IEEE Honors Japanese Radio Astronomy Telescope That Discovered a Black Hole

The device was the largest of its kind when it was built

29 June 2017

In 1982 engineers in Tokyo finished building a millimeter-wave telescope that would give scientists a better look at interstellar phenomena. With a surface aperture of 45-meters in diameter, it was the largest of its kind at the time and arose from a partnership between the Tokyo Astronomical Observatory and Mitsubishi Electric Corp. The telescope has led to several discoveries about the universe that advanced the field of radio astronomy.

This month the telescope at the Nobeyama Radio Observatory, in Nagano, has been named an IEEE Milestone. Administered by the IEEE History Center and supported by donors, the milestone program recognizes outstanding technical developments around the world.

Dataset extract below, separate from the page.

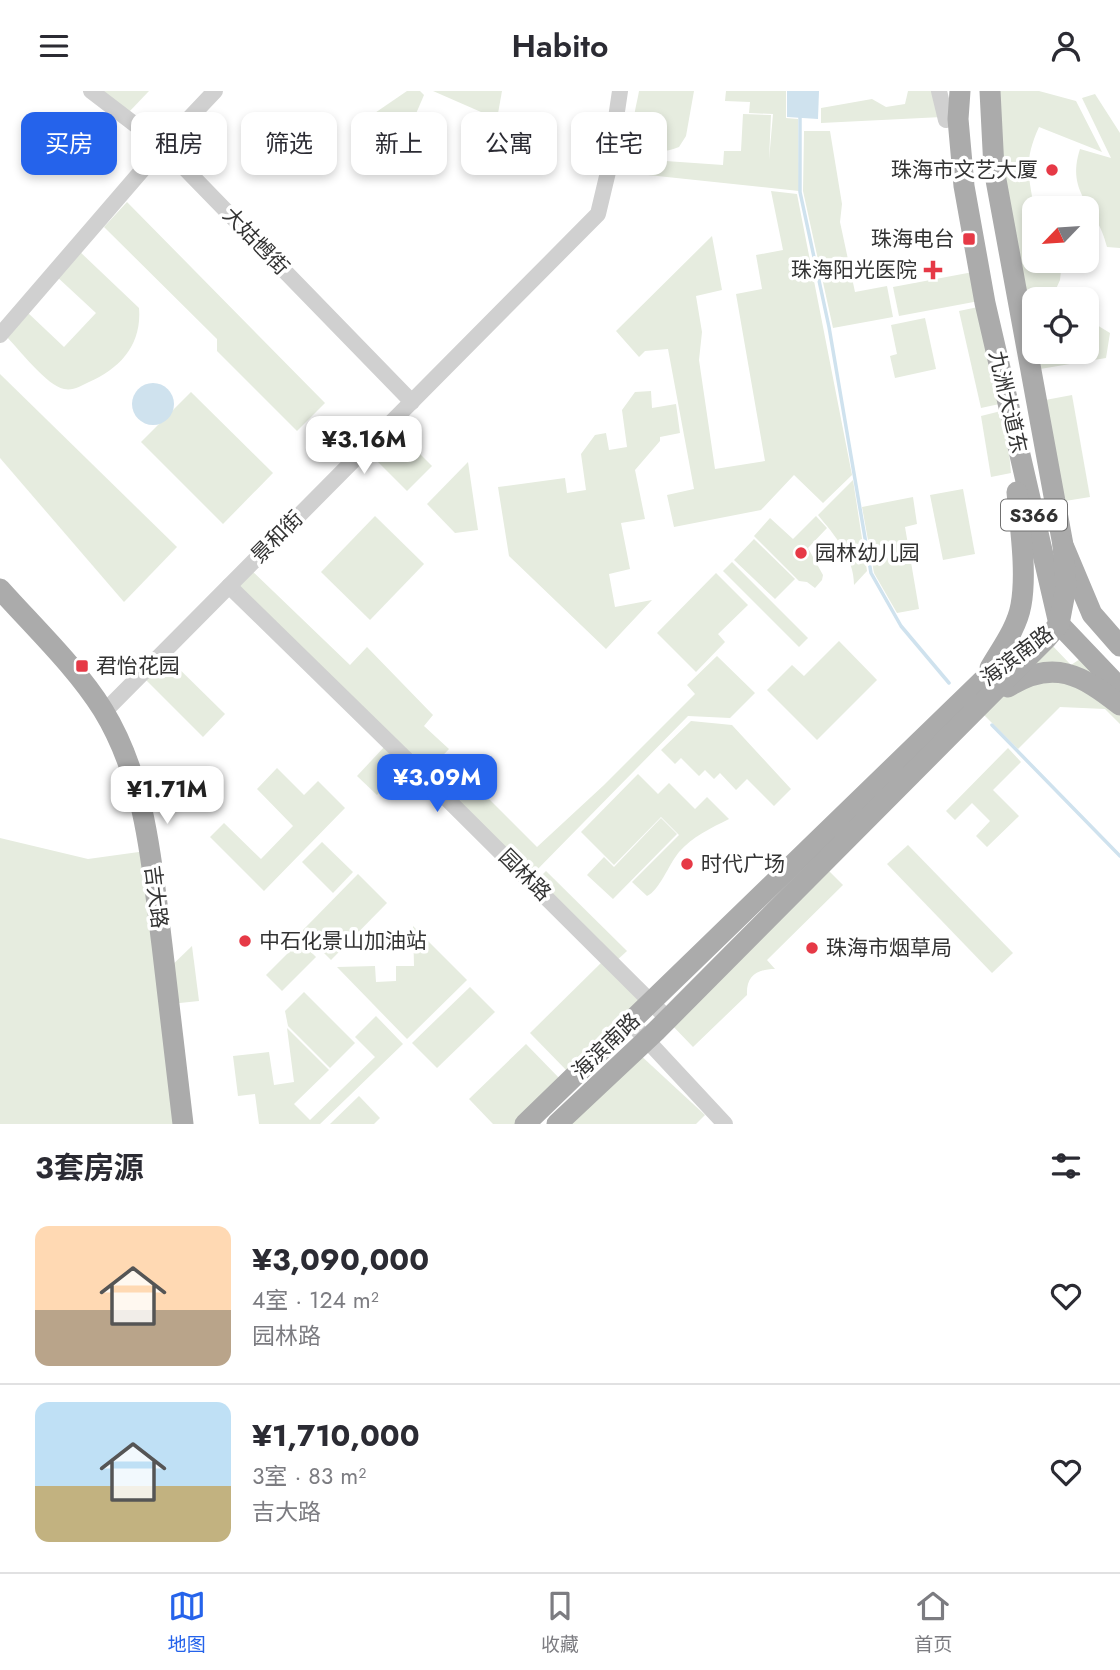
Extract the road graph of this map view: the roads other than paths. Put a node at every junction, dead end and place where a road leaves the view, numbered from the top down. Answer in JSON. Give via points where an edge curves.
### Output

The Nobeyama telescope collects weak signals from distant objects in space in the millimeter range (1 mm to 10 mm). To ensure the radio-signal reflector panel on the surface of the telescope would maintain its shape and not deform because of temperature variations in its surroundings, the designers installed fans inside the back structure—basically the spine of the telescope’s dish that anchors it to the ground. They also installed aluminum honeycomb sandwich panels with carbon fiber–reinforced plastic to resist gravitational pull and possible deformation when the telescope is tilted at different angles. This allows the telescope and its antenna to collect radio waves regardless of the direction in which it is pointed.

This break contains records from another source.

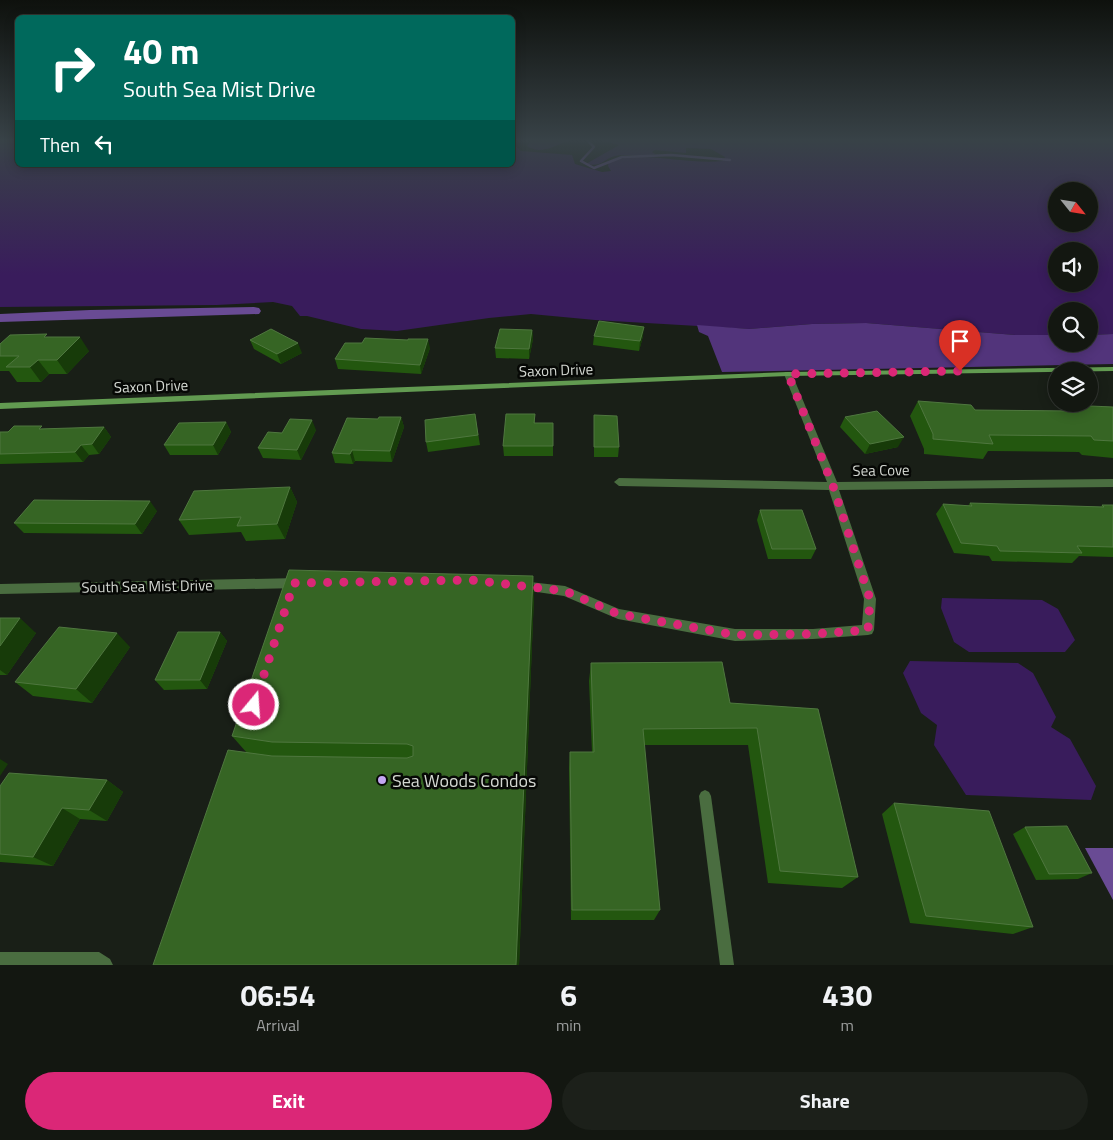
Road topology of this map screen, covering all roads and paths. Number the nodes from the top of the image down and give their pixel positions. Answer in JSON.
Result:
{"nodes":[{"id":1,"x":1113,"y":369,"type":"edge"},
{"id":2,"x":788,"y":374,"type":"junction"},
{"id":3,"x":0,"y":406,"type":"edge"},
{"id":4,"x":618,"y":482,"type":"dead end"},
{"id":5,"x":1113,"y":483,"type":"edge"},
{"id":6,"x":833,"y":486,"type":"junction"},
{"id":7,"x":294,"y":583,"type":"junction"},
{"id":8,"x":314,"y":583,"type":"edge"},
{"id":9,"x":508,"y":584,"type":"edge"},
{"id":10,"x":0,"y":589,"type":"edge"},
{"id":11,"x":288,"y":601,"type":"edge"},
{"id":12,"x":705,"y":796,"type":"dead end"},
{"id":13,"x":0,"y":961,"type":"edge"},
{"id":14,"x":104,"y":965,"type":"edge"},
{"id":15,"x":727,"y":965,"type":"edge"}],
"edges":[{"from":1,"to":2,"type":"street","name":"Saxon Drive"},
{"from":2,"to":3,"type":"street","name":"Saxon Drive"},
{"from":2,"to":6,"type":"street"},
{"from":4,"to":6,"type":"street","name":"Sea Cove"},
{"from":5,"to":6,"type":"street","name":"Sea Cove"},
{"from":6,"to":9,"type":"street"},
{"from":7,"to":8,"type":"street","name":"South Sea Mist Drive"},
{"from":7,"to":10,"type":"street","name":"South Sea Mist Drive"},
{"from":7,"to":11,"type":"street"},
{"from":12,"to":15,"type":"lane"},
{"from":13,"to":14,"type":"street"}]}
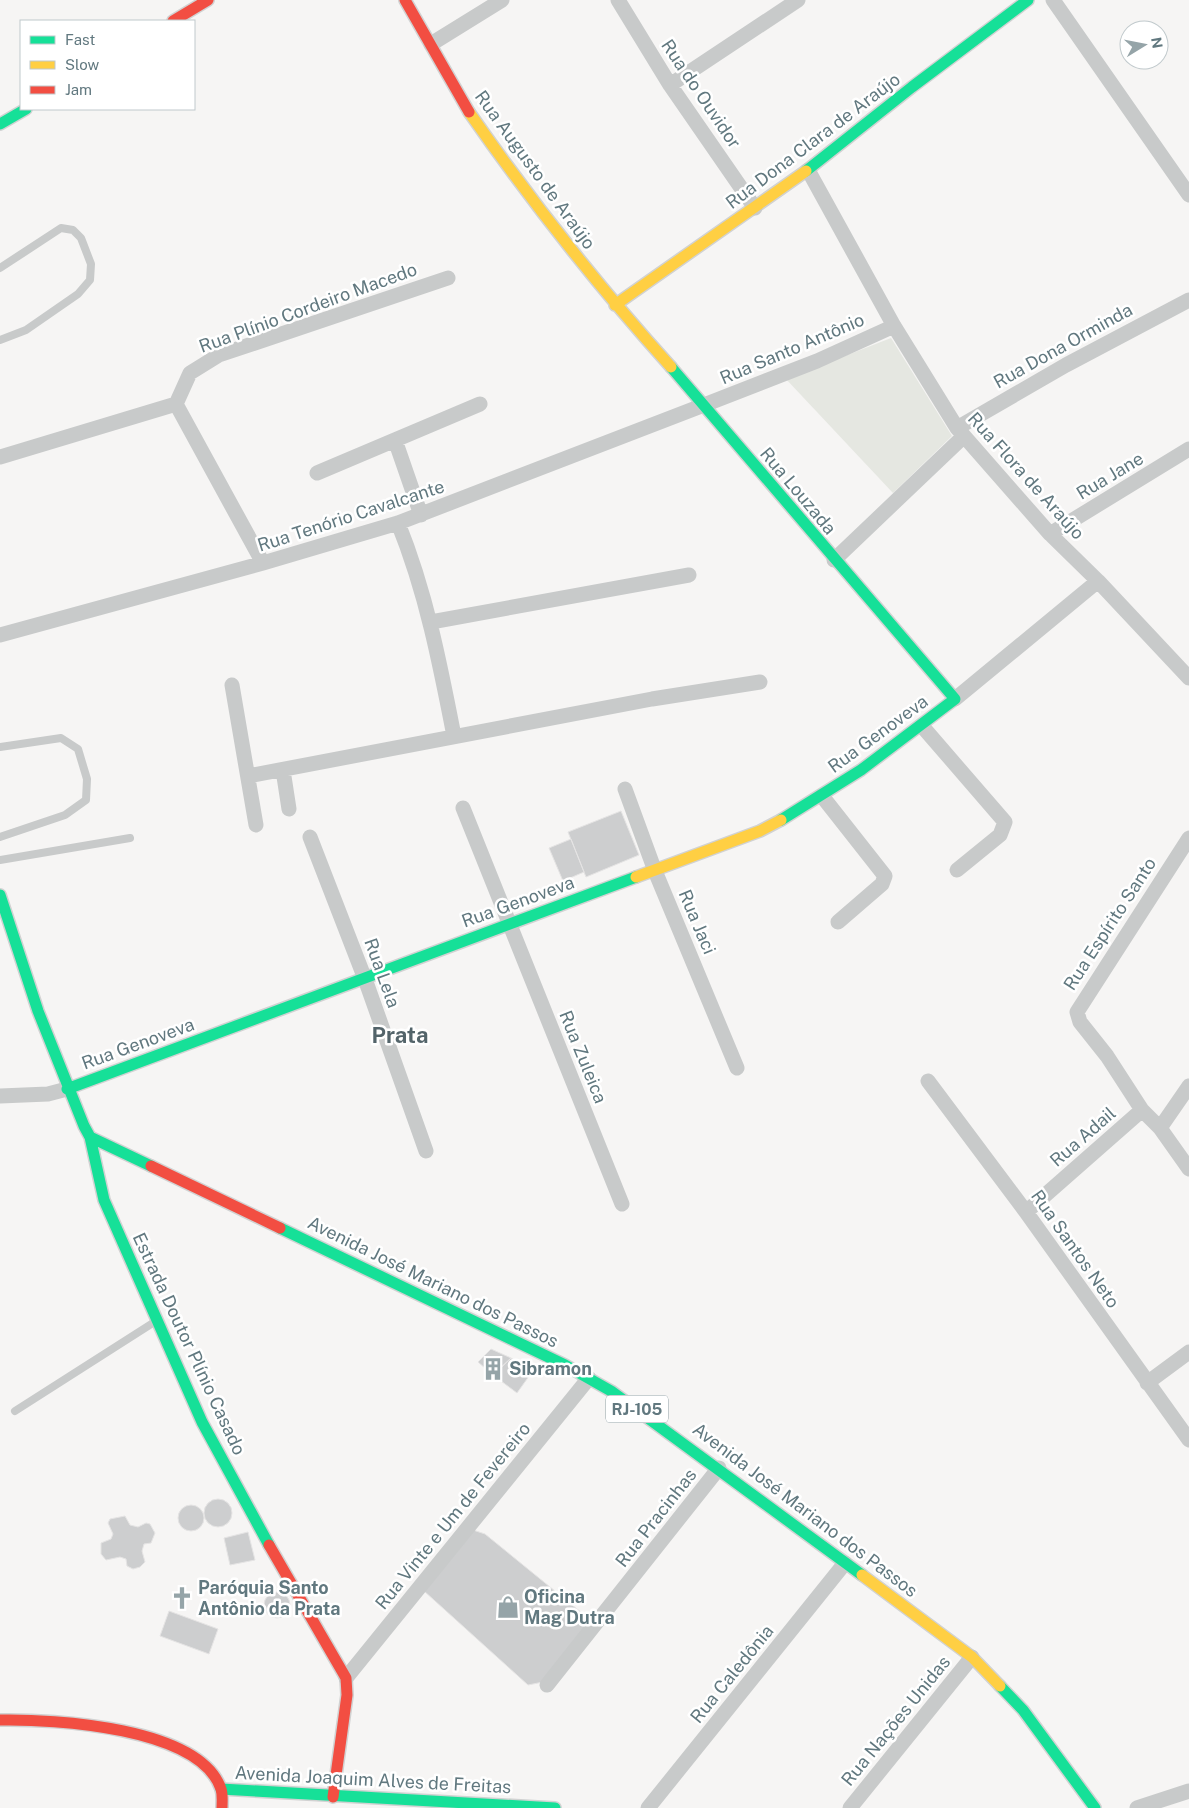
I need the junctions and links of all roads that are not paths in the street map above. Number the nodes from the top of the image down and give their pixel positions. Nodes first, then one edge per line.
1 (208, 0) edge
2 (405, 0) edge
3 (502, 0) edge
4 (618, 0) edge
5 (798, 0) edge
6 (1028, 0) edge
7 (1053, 0) edge
8 (194, 4) edge
9 (174, 20) edge
10 (431, 44) junction
11 (670, 85) junction
12 (24, 110) edge
13 (0, 124) edge
14 (808, 170) junction
15 (1189, 195) edge
16 (755, 208) junction
17 (0, 268) edge
18 (448, 278) dead end
19 (1189, 300) edge
20 (615, 305) junction
21 (894, 326) junction
22 (0, 340) edge
23 (176, 404) junction
24 (480, 404) dead end
25 (704, 406) junction
26 (960, 433) junction
27 (396, 440) junction
28 (1189, 449) edge
29 (0, 457) edge
30 (317, 473) dead end
31 (421, 515) junction
32 (398, 523) junction
33 (1050, 534) junction
34 (834, 560) junction
35 (263, 564) junction
36 (689, 575) dead end
37 (1098, 581) junction
38 (431, 622) junction
39 (0, 635) edge
40 (1189, 678) edge
41 (760, 682) dead end
42 (232, 685) dead end
43 (955, 699) junction
44 (922, 726) junction
45 (454, 736) junction
46 (0, 747) edge
47 (283, 770) junction
48 (248, 776) junction
49 (625, 789) dead end
50 (822, 796) junction
51 (463, 808) dead end
52 (289, 809) dead end
53 (256, 825) dead end
54 (0, 837) edge
55 (310, 837) dead end
56 (130, 838) dead end
57 (1189, 838) edge
58 (0, 860) edge
59 (957, 870) dead end
60 (656, 871) junction
61 (1, 899) edge
62 (838, 922) dead end
63 (509, 923) junction
64 (365, 979) junction
65 (737, 1068) dead end
66 (928, 1081) dead end
67 (1189, 1086) edge
68 (67, 1089) junction
69 (0, 1096) edge
70 (1142, 1110) junction
71 (1160, 1128) junction
72 (90, 1137) junction
73 (426, 1151) dead end
74 (1189, 1169) edge
75 (622, 1204) dead end
76 (1026, 1212) junction
77 (156, 1321) junction
78 (1189, 1352) edge
79 (589, 1378) junction
80 (1147, 1383) junction
81 (15, 1411) dead end
82 (1189, 1440) edge
83 (720, 1468) junction
84 (845, 1563) junction
85 (972, 1657) junction
86 (346, 1678) junction
87 (547, 1685) dead end
88 (0, 1720) edge
89 (221, 1789) junction
90 (1189, 1791) edge
91 (333, 1797) junction
92 (222, 1808) edge
93 (555, 1808) edge
94 (648, 1808) edge
95 (850, 1808) edge
96 (1095, 1808) edge
97 (1137, 1808) edge

1 - 8 street
2 - 10 street, Rua Augusto de Araújo
3 - 10 street
4 - 11 street, Rua do Ouvidor
5 - 11 street
6 - 14 street, Rua Dona Clara de Araújo
7 - 15 street
8 - 9 street
10 - 20 street, Rua Augusto de Araújo
11 - 16 street, Rua do Ouvidor
12 - 13 street
14 - 16 street, Rua Dona Clara de Araújo
14 - 21 street, Rua Flora de Araújo
16 - 20 street, Rua Dona Clara de Araújo
17 - 22 lane
18 - 23 street, Rua Plínio Cordeiro Macedo
19 - 26 street, Rua Dona Orminda
20 - 25 street, Rua Louzada
21 - 25 street, Rua Santo Antônio
21 - 26 street, Rua Flora de Araújo
23 - 29 street
23 - 35 street
24 - 27 street
25 - 31 street, Rua Tenório Cavalcante
25 - 34 street, Rua Louzada
26 - 33 street, Rua Flora de Araújo
26 - 34 street, Rua Dona Orminda
27 - 30 street
27 - 31 street
28 - 33 street, Rua Jane
31 - 32 street, Rua Tenório Cavalcante
32 - 35 street, Rua Tenório Cavalcante
32 - 38 street
33 - 37 street, Rua Flora de Araújo
34 - 43 street, Rua Louzada
35 - 39 street, Rua Tenório Cavalcante
36 - 38 street
37 - 40 street, Rua Flora de Araújo
37 - 43 street
38 - 45 street
41 - 45 street
42 - 48 street
43 - 44 street, Rua Genoveva
44 - 50 street, Rua Genoveva
44 - 59 street
45 - 47 street
46 - 54 lane
47 - 48 street
47 - 52 street
48 - 53 street
49 - 60 street, Rua Jaci
50 - 60 street, Rua Genoveva
50 - 62 street
51 - 63 street, Rua Zuleica
55 - 64 street, Rua Lela
56 - 58 lane
57 - 70 street, Rua Espírito Santo
60 - 63 street, Rua Genoveva
60 - 65 street, Rua Jaci
61 - 68 street, Estrada Doutor Plínio Casado
63 - 64 street, Rua Genoveva
63 - 75 street, Rua Zuleica
64 - 68 street, Rua Genoveva
64 - 73 street, Rua Lela
66 - 76 street, Rua Santos Neto
67 - 71 street
68 - 69 street
68 - 72 street, Estrada Doutor Plínio Casado
70 - 71 street
70 - 76 street, Rua Adail
71 - 74 street
72 - 77 street, Estrada Doutor Plínio Casado
72 - 79 street, Avenida José Mariano dos Passos / RJ-105
76 - 80 street, Rua Santos Neto
77 - 81 lane
77 - 86 street, Estrada Doutor Plínio Casado
78 - 80 street
79 - 83 street, Avenida José Mariano dos Passos / RJ-105
79 - 86 street, Rua Vinte e Um de Fevereiro
80 - 82 street, Rua Santos Neto
83 - 84 street, Avenida José Mariano dos Passos / RJ-105
83 - 87 street, Rua Pracinhas
84 - 85 street, Avenida José Mariano dos Passos / RJ-105
84 - 94 street, Rua Caledônia
85 - 95 street, Rua Nações Unidas
85 - 96 street, Avenida José Mariano dos Passos / RJ-105
86 - 91 street
88 - 89 street, Avenida Joaquim Alves de Freitas
89 - 91 street, Avenida Joaquim Alves de Freitas
89 - 92 street
90 - 97 street
91 - 93 street, Avenida Joaquim Alves de Freitas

The telescope has helped scientists study interstellar matter and identify new molecules in the universe. It also detected high-velocity water vapor emitted from the center of a distant galaxy—providing strong evidence of the existence of a black hole there. The instrument has helped observe light emissions from molecules, masers, and plasmas.

The Nobeyama remained the largest single-aperture millimeter-wave telescope in the world for almost 25 years until eclipsed by the Large Millimeter Telescope Alfonso Serrano. In Ciudad Serdán, Mexico, that 50-m-diameter radio telescope was put into service in 2006.


The Nobeyama telescope was honored on 14 June at the Nobeyama Radio Observatory. A plaque mounted in the exhibition room reads:

In 1982, the Tokyo Astronomical Observatory in collaboration with Mitsubishi Electric Corporation completed the 45-m telescope as the world’s largest antenna for millimeter-wave radio astronomy. The 45-m telescope’s innovative engineering contributed to the progress of radio astronomy by enabling high-resolution and high-sensitivity observations. Notable discoveries included new interstellar molecules and a black hole.

This article was written with assistance from the IEEE History Center, which is partially funded by donations to the IEEE Foundation.